Chevron plans to drill 120 wells for unconventional resources in Argentina over the next three years, betting on the country's shale potential, an executive said Thursday.
The drilling will be in the Vaca Muerta play in the southwestern Neuquen Basin, Ali Moshiri, head of Chevron's exploration and production business in Africa and Latin America, said at a business conference in Buenos Aires.
Moshiri said the program will begin this year with the drilling of three exploratory wells at El Trapial-Curamched, the company's biggest oil field in Argentina and the second-biggest in the country.
"We believe it is the right environment" to invest in Argentina, Moshiri said, adding that the company is open to more opportunities such as partnerships including with YPF, Argentina's state-run oil company.
"We are betting on shale in Argentina," he said. "It is a risk we are going to take."

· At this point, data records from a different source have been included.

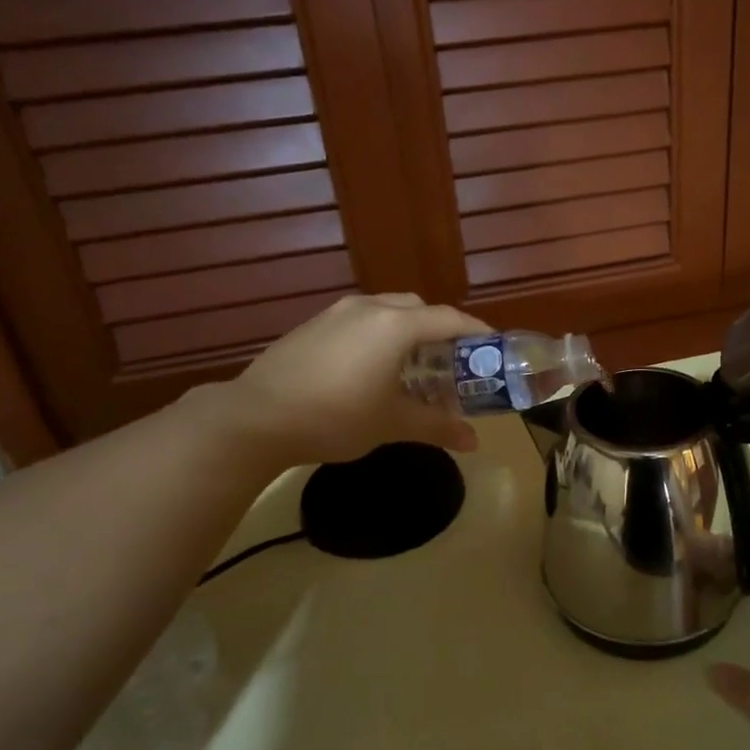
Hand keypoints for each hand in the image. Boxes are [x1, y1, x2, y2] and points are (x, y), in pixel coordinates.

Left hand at [208, 293, 490, 467]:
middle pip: (419, 309)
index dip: (477, 332)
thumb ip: (437, 426)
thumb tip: (474, 442)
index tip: (494, 349)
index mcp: (396, 325)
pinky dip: (379, 335)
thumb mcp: (392, 423)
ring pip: (387, 311)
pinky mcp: (313, 324)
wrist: (256, 417)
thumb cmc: (336, 417)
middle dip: (441, 331)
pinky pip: (361, 320)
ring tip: (412, 366)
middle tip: (451, 363)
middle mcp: (369, 307)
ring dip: (408, 331)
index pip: (450, 319)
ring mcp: (337, 312)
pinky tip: (371, 368)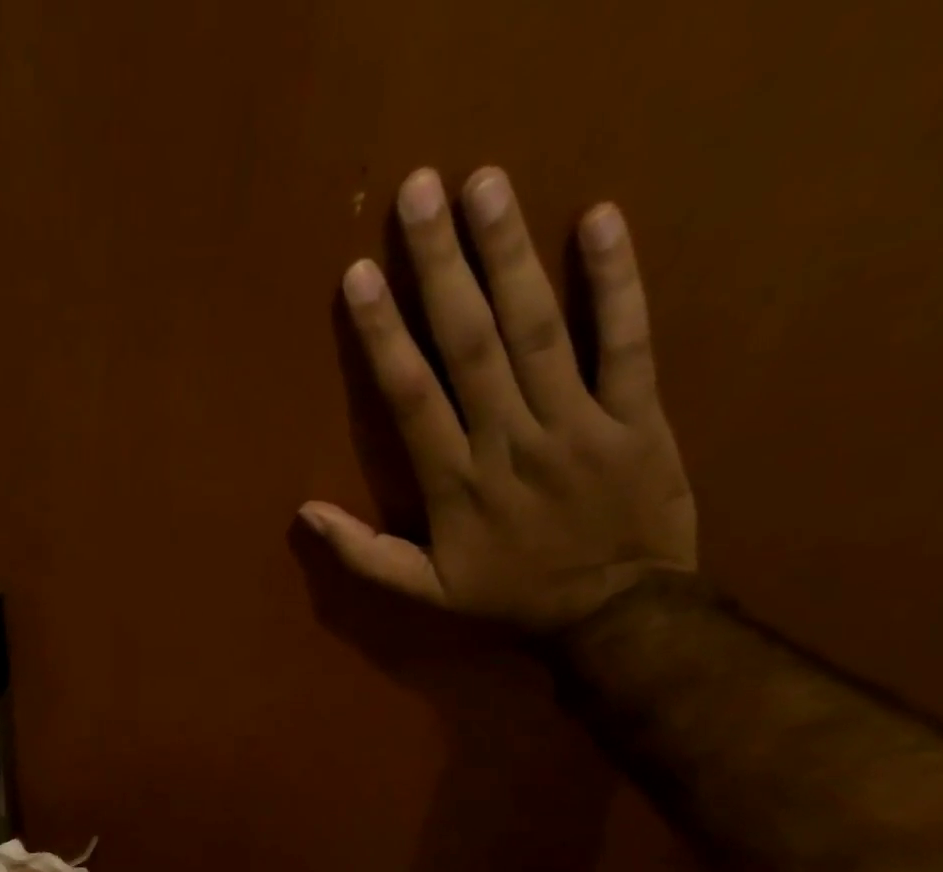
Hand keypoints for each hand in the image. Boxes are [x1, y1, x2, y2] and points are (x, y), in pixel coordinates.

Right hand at [300, 167, 696, 632]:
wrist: (616, 614)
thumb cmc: (510, 598)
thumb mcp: (425, 592)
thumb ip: (364, 555)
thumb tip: (304, 512)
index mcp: (456, 485)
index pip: (412, 397)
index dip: (384, 335)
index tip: (359, 277)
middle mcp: (510, 443)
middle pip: (471, 345)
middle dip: (440, 268)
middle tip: (418, 192)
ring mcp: (577, 424)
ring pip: (538, 331)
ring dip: (510, 255)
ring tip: (485, 185)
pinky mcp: (638, 415)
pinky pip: (627, 341)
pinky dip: (616, 281)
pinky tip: (599, 219)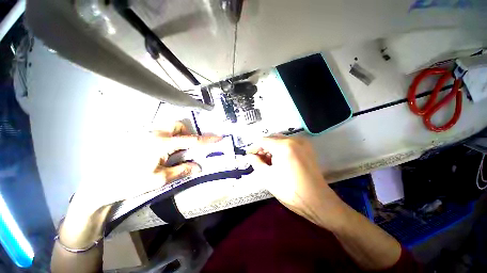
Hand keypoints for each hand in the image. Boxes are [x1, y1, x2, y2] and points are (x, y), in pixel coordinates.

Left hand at [74, 121, 221, 210]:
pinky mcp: (139, 137)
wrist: (100, 184)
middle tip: (188, 148)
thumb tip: (198, 167)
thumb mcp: (160, 179)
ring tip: (175, 151)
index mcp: (161, 144)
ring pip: (169, 128)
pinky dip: (169, 138)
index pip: (190, 140)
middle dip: (188, 134)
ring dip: (178, 136)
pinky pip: (160, 132)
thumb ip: (182, 170)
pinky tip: (163, 151)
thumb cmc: (130, 183)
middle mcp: (154, 134)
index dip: (206, 139)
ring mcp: (145, 134)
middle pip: (178, 126)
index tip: (218, 138)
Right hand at [247, 136, 345, 226]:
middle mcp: (293, 140)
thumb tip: (249, 156)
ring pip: (280, 140)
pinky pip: (289, 143)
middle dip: (263, 147)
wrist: (317, 200)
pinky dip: (281, 148)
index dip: (254, 147)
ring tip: (268, 161)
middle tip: (258, 159)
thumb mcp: (267, 177)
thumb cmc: (290, 190)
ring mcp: (302, 142)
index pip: (263, 140)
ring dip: (272, 148)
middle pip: (272, 138)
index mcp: (283, 146)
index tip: (249, 155)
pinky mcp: (307, 147)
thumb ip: (256, 163)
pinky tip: (279, 159)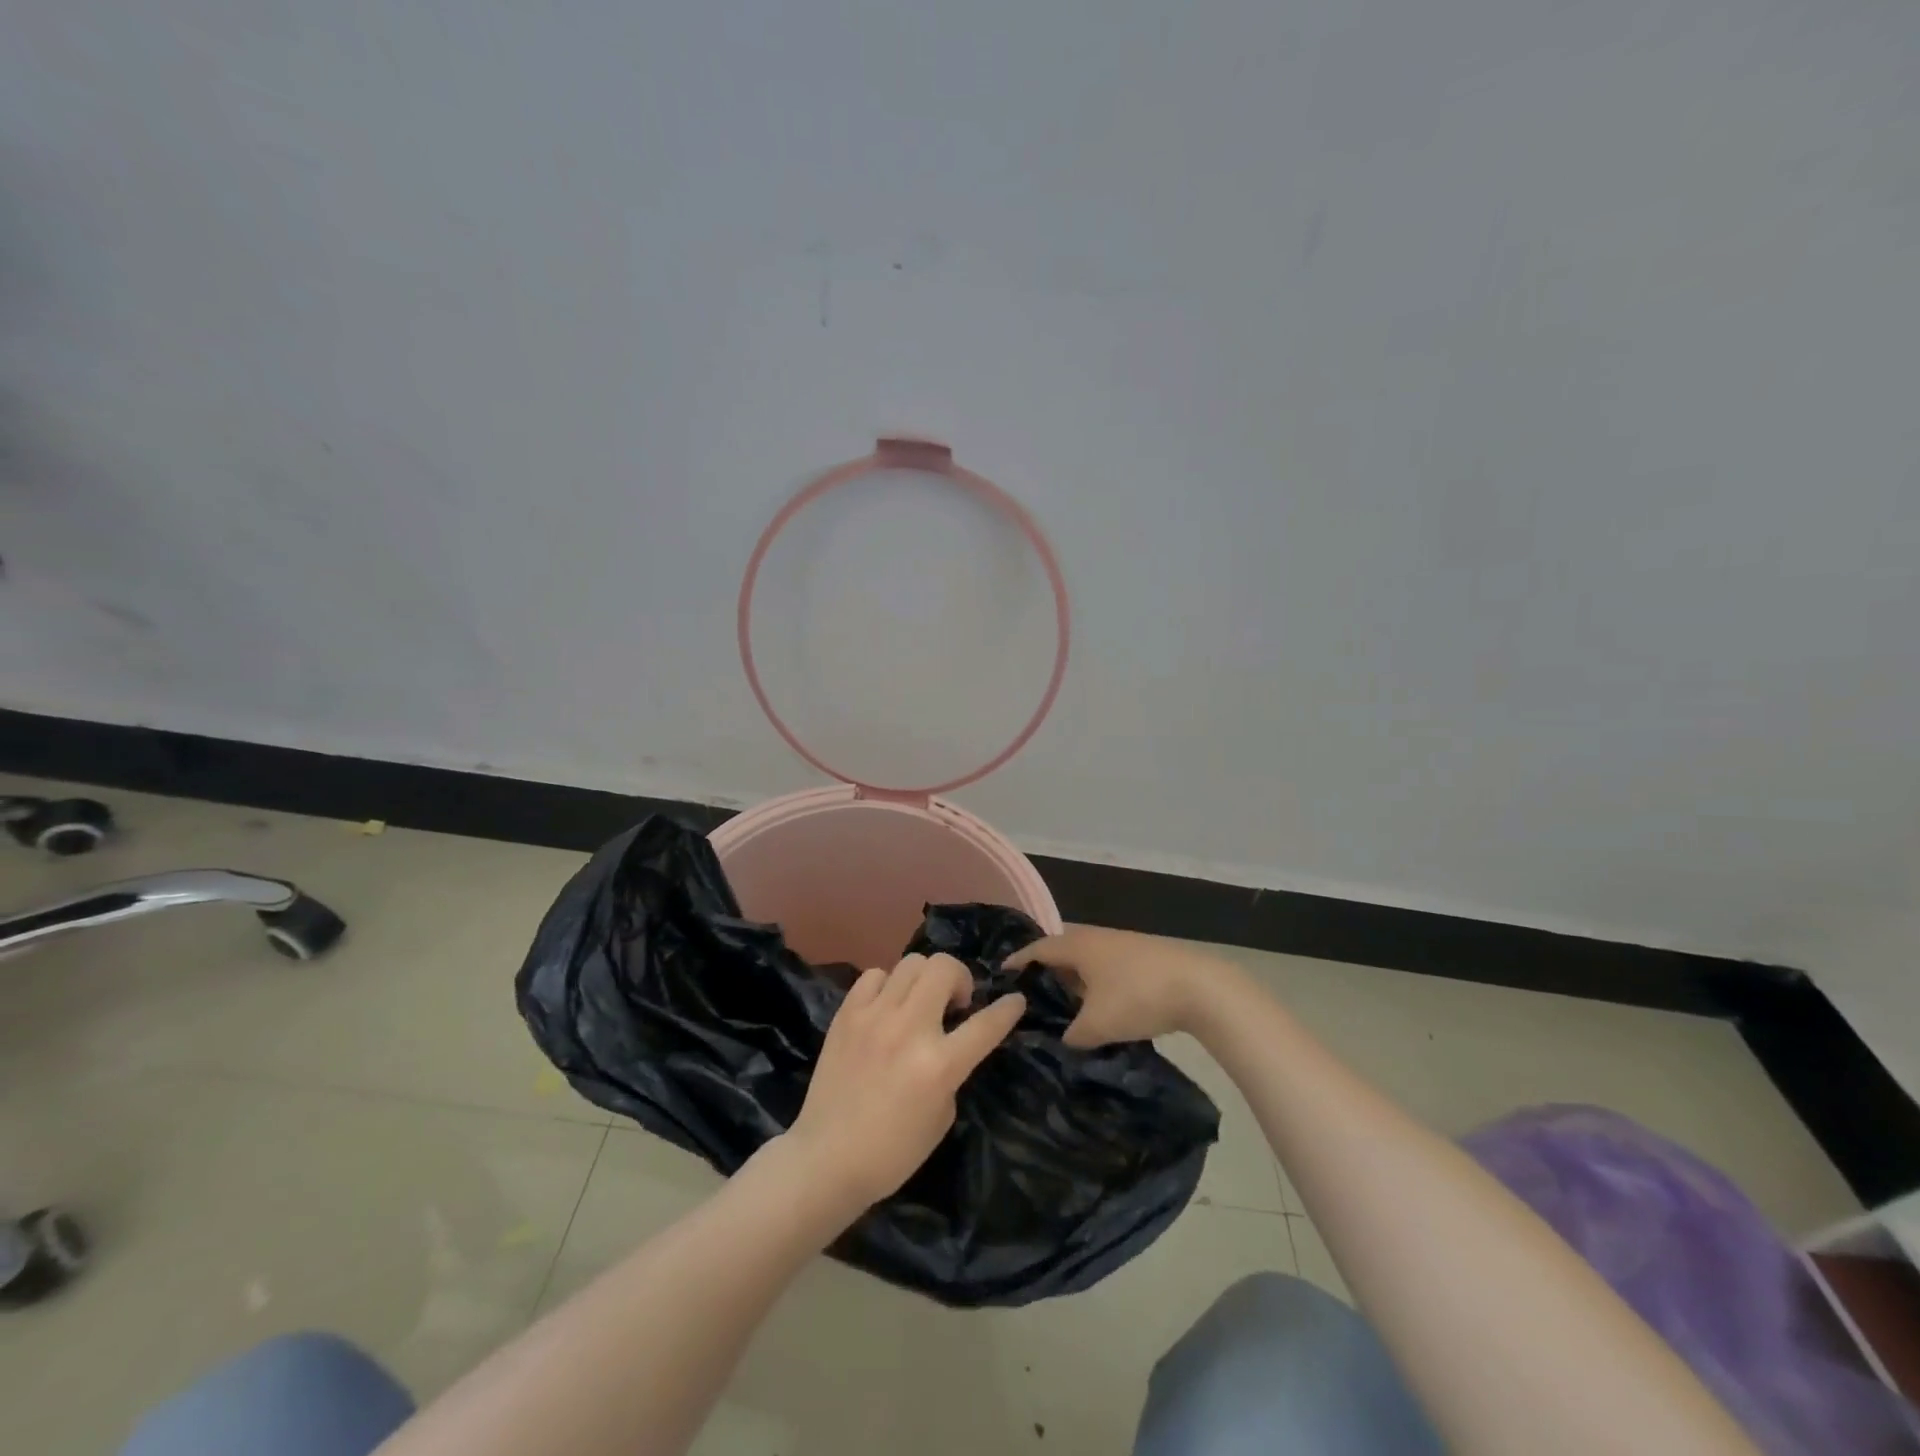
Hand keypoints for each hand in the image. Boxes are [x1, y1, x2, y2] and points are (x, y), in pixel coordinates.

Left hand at [784, 953, 1025, 1214]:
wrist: (827, 1158)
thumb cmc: (893, 1151)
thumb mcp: (942, 1115)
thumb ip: (952, 1069)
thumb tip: (949, 1040)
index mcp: (939, 1065)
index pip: (986, 1024)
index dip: (1008, 1009)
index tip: (1016, 1000)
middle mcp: (909, 1030)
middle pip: (944, 968)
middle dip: (959, 979)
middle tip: (954, 1004)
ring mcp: (874, 1016)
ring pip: (911, 963)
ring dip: (925, 979)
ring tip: (919, 1003)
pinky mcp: (846, 1014)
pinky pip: (875, 976)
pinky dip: (888, 986)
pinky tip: (886, 1007)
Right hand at [1004, 927, 1227, 1048]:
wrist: (1201, 988)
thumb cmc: (1138, 997)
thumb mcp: (1097, 1025)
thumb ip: (1072, 1034)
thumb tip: (1064, 1038)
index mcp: (1078, 945)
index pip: (1037, 949)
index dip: (1018, 962)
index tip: (1000, 975)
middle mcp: (1096, 938)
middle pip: (1062, 952)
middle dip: (1045, 972)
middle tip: (1030, 996)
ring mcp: (1122, 944)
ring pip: (1087, 960)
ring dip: (1073, 979)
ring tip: (1063, 1005)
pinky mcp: (1144, 957)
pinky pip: (1106, 967)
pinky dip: (1095, 983)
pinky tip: (1099, 1006)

Moshiri declined to provide an investment figure when asked on the sidelines of the conference, other than to say that each well would cost around $15 million to drill and that shale drilling on the whole is extremely capital intensive.
That means the company could spend about $1.8 billion on the 120-well program.
"The investment can be as big as the opportunity allows," he said, adding that the company is looking at different parts of the country for possibilities.
"I believe that Argentina can become an exporter of natural gas and position itself as a leader in shale in Latin America," he said.
Chevron produces 5.5% of the country's 570,000 b/d of crude output and 0.6% of its 120 million cubic meters/d of gas, with operations concentrated in the Neuquen Basin.